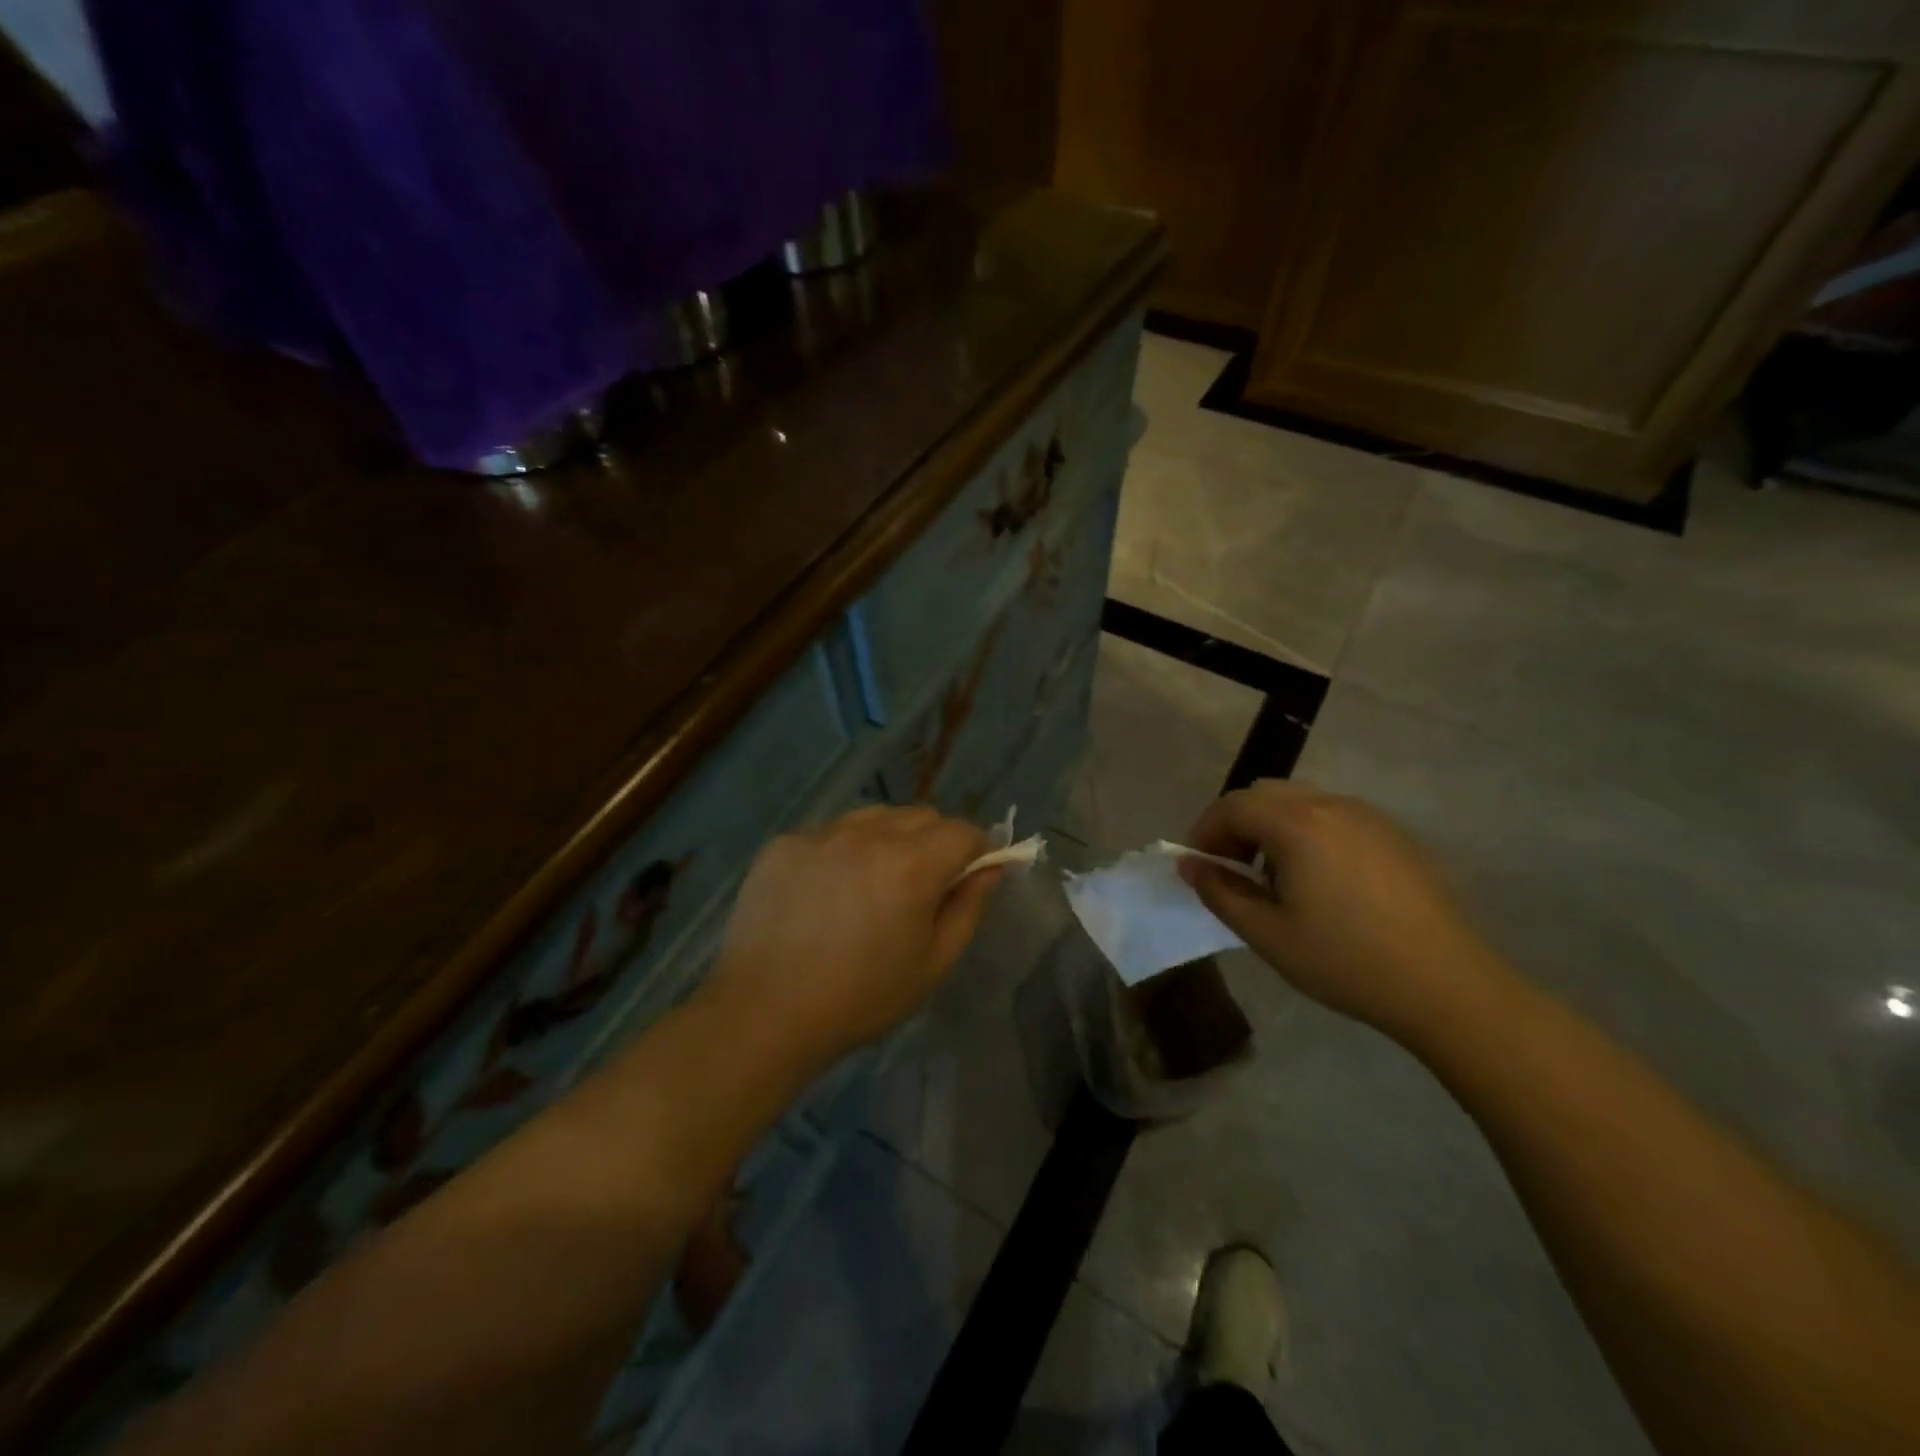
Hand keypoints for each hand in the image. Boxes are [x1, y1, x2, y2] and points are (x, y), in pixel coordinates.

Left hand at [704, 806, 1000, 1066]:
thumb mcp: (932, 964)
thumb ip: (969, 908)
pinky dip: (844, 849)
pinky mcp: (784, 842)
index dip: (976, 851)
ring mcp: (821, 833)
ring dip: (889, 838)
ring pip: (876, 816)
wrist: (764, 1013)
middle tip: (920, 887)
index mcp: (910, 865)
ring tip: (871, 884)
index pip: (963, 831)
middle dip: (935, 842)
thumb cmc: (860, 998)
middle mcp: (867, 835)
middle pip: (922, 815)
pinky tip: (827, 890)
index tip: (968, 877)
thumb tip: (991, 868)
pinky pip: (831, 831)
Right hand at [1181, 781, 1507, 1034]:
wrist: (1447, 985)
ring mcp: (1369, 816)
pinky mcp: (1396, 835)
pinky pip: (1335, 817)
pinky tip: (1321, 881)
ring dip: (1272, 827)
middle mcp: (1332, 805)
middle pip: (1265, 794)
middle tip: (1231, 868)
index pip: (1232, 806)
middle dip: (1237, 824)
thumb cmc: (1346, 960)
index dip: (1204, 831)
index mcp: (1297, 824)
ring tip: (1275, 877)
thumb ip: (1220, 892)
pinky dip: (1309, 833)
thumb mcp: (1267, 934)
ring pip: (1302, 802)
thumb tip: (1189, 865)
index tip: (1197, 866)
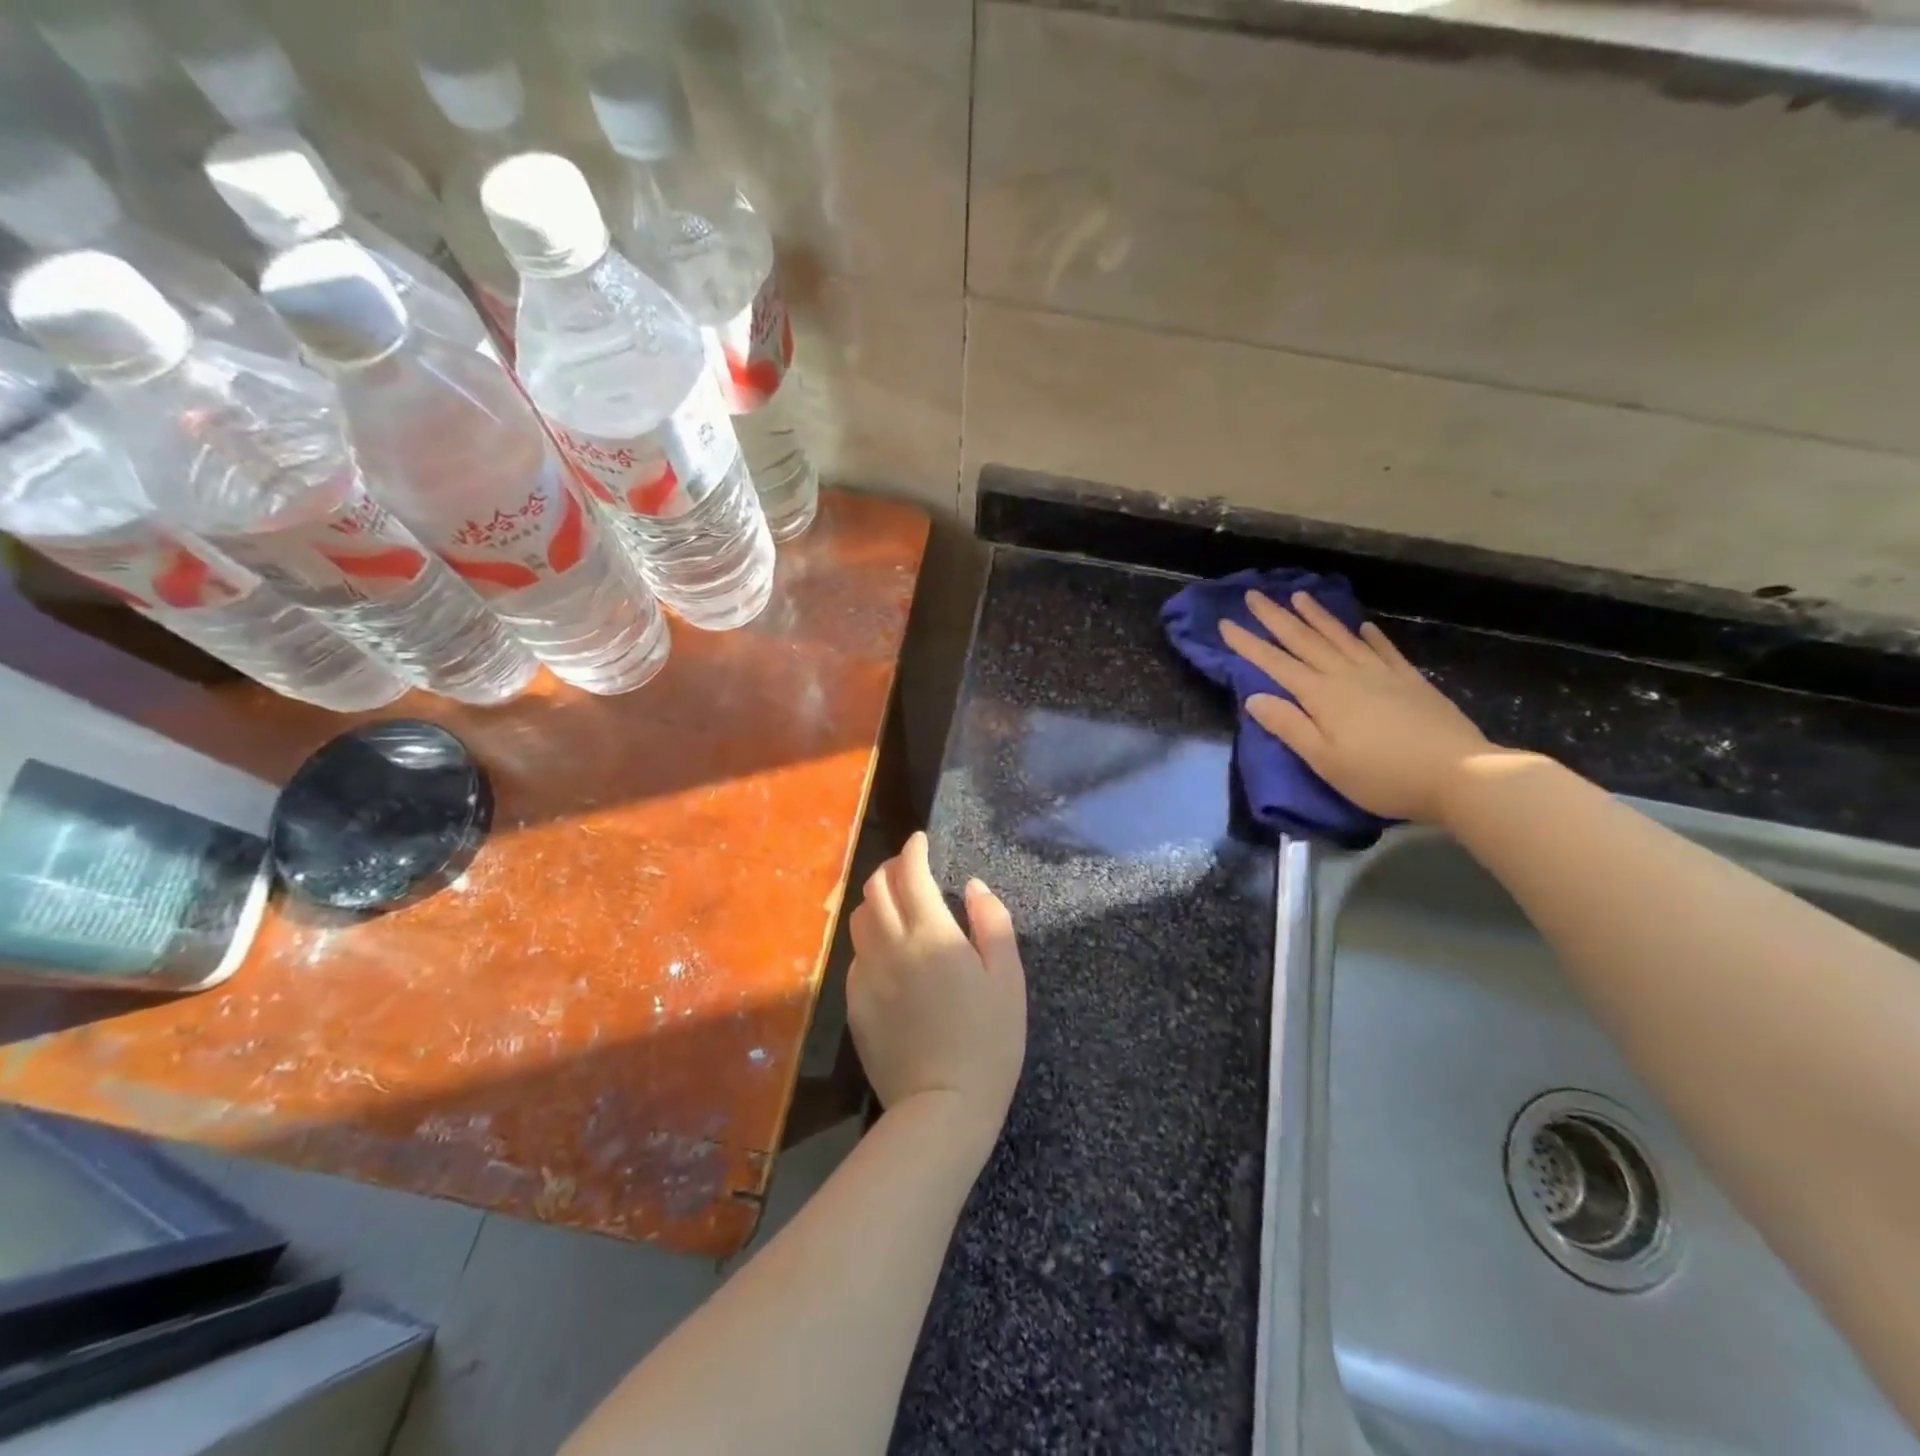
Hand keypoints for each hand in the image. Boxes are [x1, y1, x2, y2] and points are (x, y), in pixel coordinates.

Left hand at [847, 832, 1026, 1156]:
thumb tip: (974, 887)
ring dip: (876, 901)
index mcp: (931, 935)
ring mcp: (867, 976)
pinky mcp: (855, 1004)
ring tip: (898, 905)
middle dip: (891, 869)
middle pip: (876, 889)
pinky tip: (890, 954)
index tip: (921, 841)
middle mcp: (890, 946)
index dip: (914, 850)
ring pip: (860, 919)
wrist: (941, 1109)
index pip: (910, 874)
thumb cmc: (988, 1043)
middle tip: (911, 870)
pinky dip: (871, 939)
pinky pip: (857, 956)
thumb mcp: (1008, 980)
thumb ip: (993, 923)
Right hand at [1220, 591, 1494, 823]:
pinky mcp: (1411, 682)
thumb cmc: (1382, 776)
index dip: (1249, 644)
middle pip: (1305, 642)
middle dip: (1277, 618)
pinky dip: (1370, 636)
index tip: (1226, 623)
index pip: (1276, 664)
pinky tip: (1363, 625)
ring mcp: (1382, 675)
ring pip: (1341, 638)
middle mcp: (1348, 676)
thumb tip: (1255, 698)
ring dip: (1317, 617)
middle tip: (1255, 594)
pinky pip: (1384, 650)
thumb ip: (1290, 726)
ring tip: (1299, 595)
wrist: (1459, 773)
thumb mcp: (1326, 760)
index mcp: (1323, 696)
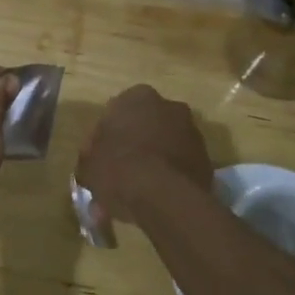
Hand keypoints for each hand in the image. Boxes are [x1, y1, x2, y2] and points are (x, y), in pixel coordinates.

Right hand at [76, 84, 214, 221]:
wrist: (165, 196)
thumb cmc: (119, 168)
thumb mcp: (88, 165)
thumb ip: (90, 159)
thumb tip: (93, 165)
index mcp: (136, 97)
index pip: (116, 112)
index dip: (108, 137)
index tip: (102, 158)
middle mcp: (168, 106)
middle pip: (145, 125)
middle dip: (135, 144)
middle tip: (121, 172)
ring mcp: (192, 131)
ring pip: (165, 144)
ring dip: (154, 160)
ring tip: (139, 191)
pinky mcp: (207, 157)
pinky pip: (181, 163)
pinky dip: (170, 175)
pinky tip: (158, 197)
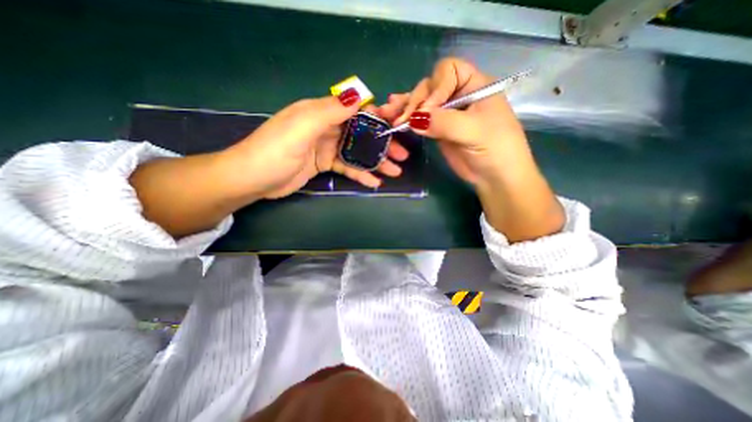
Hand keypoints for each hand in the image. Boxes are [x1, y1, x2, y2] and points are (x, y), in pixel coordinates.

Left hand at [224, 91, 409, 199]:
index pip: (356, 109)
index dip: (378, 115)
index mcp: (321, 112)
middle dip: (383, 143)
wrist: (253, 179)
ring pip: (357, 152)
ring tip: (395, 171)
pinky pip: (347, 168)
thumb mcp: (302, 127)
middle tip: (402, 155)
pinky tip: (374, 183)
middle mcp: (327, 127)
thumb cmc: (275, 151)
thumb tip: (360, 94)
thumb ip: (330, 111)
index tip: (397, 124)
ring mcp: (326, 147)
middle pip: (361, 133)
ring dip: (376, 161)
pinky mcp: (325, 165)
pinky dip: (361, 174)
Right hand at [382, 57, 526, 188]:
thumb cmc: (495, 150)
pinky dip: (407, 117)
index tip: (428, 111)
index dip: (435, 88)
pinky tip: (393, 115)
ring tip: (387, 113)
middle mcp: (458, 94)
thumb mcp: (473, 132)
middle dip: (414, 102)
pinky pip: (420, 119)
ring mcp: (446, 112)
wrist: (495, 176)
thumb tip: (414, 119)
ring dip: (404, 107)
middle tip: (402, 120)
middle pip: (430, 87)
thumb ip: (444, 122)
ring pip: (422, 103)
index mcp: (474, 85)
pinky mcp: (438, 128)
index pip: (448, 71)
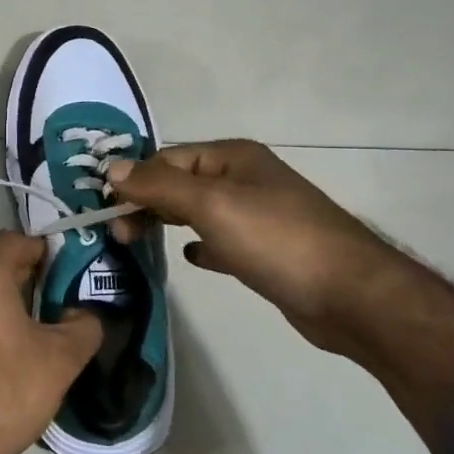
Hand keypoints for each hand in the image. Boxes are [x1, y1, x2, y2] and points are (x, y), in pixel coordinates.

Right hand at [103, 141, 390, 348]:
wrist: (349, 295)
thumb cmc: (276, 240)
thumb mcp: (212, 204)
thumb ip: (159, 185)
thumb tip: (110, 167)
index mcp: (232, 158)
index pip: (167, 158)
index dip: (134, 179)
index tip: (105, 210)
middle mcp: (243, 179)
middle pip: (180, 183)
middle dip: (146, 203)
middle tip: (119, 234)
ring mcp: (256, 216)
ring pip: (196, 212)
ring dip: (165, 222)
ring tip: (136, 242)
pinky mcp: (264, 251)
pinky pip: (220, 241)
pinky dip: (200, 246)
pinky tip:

============================================================

▸ **Instructions to follow**: Leave out the pictures and transcribe the entries above exactly.

▸ **Task solution**:
Hand keypoints for each hand in the image. Boxes are [x1, y1, x2, y2] and points are (x, y), in pixel coordinates.

Left hand at [704, 806, 1000, 1066]:
thumb mcp: (932, 964)
thumb ip: (969, 908)
pinky dip: (844, 849)
pinky mcp: (784, 842)
index dip: (976, 851)
ring mcp: (821, 833)
ring dip: (889, 838)
ring pip: (876, 816)
wrist: (764, 1013)
middle tip: (920, 887)
index mcp: (910, 865)
ring tip: (871, 884)
index pip: (963, 831)
middle dip: (935, 842)
thumb cmc: (860, 998)
middle mcp: (867, 835)
middle pip: (922, 815)
pinky tip: (827, 890)
index tip: (968, 877)
thumb tip: (991, 868)
pinky pip: (831, 831)
Right hand at [1181, 781, 1507, 1034]:
wrist: (1447, 985)
ring mcp: (1369, 816)
pinky mcp: (1396, 835)
pinky pip: (1335, 817)
pinky tip: (1321, 881)
ring dip: (1272, 827)
middle mcp: (1332, 805)
middle pip: (1265, 794)
middle tip: (1231, 868)
index pip: (1232, 806)
middle dip: (1237, 824)
thumb cmc: (1346, 960)
index dip: (1204, 831)
index mcp: (1297, 824)
ring tip: (1275, 877)
thumb ip: (1220, 892)
pinky dip: (1309, 833)
thumb mcp: (1267, 934)
ring pip: (1302, 802)
thumb tip: (1189, 865)
index tip: (1197, 866)
Hand keypoints for each hand in the image. Boxes are [x1, y1, x2, y2] and points are (x, y), in pixel coordinates.

Left hand at [847, 832, 1026, 1156]:
thumb tip: (974, 887)
ring dip: (876, 901)
index mcp: (931, 935)
ring mcp: (867, 976)
pinky mcp: (855, 1004)
ring tip: (898, 905)
middle dip: (891, 869)
middle pip: (876, 889)
pinky tip: (890, 954)
index tip: (921, 841)
middle mcp: (890, 946)
index dip: (914, 850)
ring pip: (860, 919)
wrist: (941, 1109)
index pip: (910, 874)
thumb cmc: (988, 1043)
middle tip: (911, 870)
pinky dip: (871, 939)
pinky pip: (857, 956)
thumb mcp: (1008, 980)
thumb ip: (993, 923)
Right hand at [1220, 591, 1494, 823]:
pinky mcp: (1411, 682)
thumb cmc: (1382, 776)
index dip: (1249, 644)
middle pip: (1305, 642)
middle dip: (1277, 618)
pinky dip: (1370, 636)
index tip: (1226, 623)
index pip: (1276, 664)
pinky tip: (1363, 625)
ring mcp: (1382, 675)
ring pip: (1341, 638)
middle mcp: (1348, 676)
thumb tip: (1255, 698)
ring dip: (1317, 617)
middle tip: (1255, 594)
pinky pip: (1384, 650)
thumb ip: (1290, 726)
ring tip: (1299, 595)
wrist: (1459, 773)
thumb mcp: (1326, 760)
index mcp: (1323, 696)
Hand keypoints for each hand in the image. Boxes are [x1, y1, x2, y2] and points are (x, y), in pixel coordinates.

Right hand at [76, 84, 214, 221]:
wrist: (165, 196)
thumb cmc: (119, 168)
thumb mcp: (88, 165)
thumb ip: (90, 159)
thumb tip: (93, 165)
index mcp: (136, 97)
index pip: (116, 112)
index dip: (108, 137)
index tip: (102, 158)
middle mcp: (168, 106)
middle pip: (145, 125)
middle dip: (135, 144)
middle tip: (121, 172)
ring mcp: (192, 131)
ring pip: (165, 144)
ring dip: (154, 160)
ring tip: (139, 191)
pinky mcp: (207, 157)
pinky pip: (181, 163)
pinky dip: (170, 175)
pinky tip: (158, 197)
Hand keypoints for each hand in the image. Boxes are [x1, y1, x2, y2] and points are (x, y), in pixel coordinates.

Left hand at [224, 91, 409, 199]:
index pip: (356, 109)
index dip: (378, 115)
index mcp: (321, 112)
middle dip: (383, 143)
wrist: (253, 179)
ring pip: (357, 152)
ring tip: (395, 171)
pinky pip: (347, 168)
thumb mcp: (302, 127)
middle tip: (402, 155)
pinky tip: (374, 183)
middle mcp: (327, 127)
thumb cmc: (275, 151)
thumb tip: (360, 94)
thumb ip: (330, 111)
index tip: (397, 124)
ring mcp: (326, 147)
middle pip: (361, 133)
ring dip: (376, 161)
pinky mcp: (325, 165)
pinky dip: (361, 174)
Right hand at [382, 57, 526, 188]:
thumb cmc: (495, 150)
pinky dip: (407, 117)
index tip: (428, 111)
index dip: (435, 88)
pinky tip: (393, 115)
ring tip: (387, 113)
middle mcp: (458, 94)
thumb mcp: (473, 132)
middle dip: (414, 102)
pinky pip: (420, 119)
ring mcp: (446, 112)
wrist: (495, 176)
thumb tip: (414, 119)
ring dip: (404, 107)
middle tip: (402, 120)
middle pip: (430, 87)
thumb ip: (444, 122)
ring pip: (422, 103)
index mcp: (474, 85)
pinky mcp: (438, 128)
index pip: (448, 71)
Hand keypoints for each hand in the image. Boxes are [x1, y1, x2, y2] and points are (x, y), in pixel coordinates.

Right hand at [103, 141, 390, 348]:
wrist: (349, 295)
thumb cmc: (276, 240)
thumb mcp: (212, 204)
thumb ip: (159, 185)
thumb tip: (110, 167)
index mcp: (232, 158)
index pip: (167, 158)
index dip: (134, 179)
index tip: (105, 210)
middle mcp: (243, 179)
middle pip: (180, 183)
middle dip: (146, 203)
middle tip: (119, 234)
ring mcp: (256, 216)
ring pip: (196, 212)
ring dip: (165, 222)
ring tip: (136, 242)
pinky mcp: (264, 251)
pinky pip: (220, 241)
pinky dip: (200, 246)
pinky tip:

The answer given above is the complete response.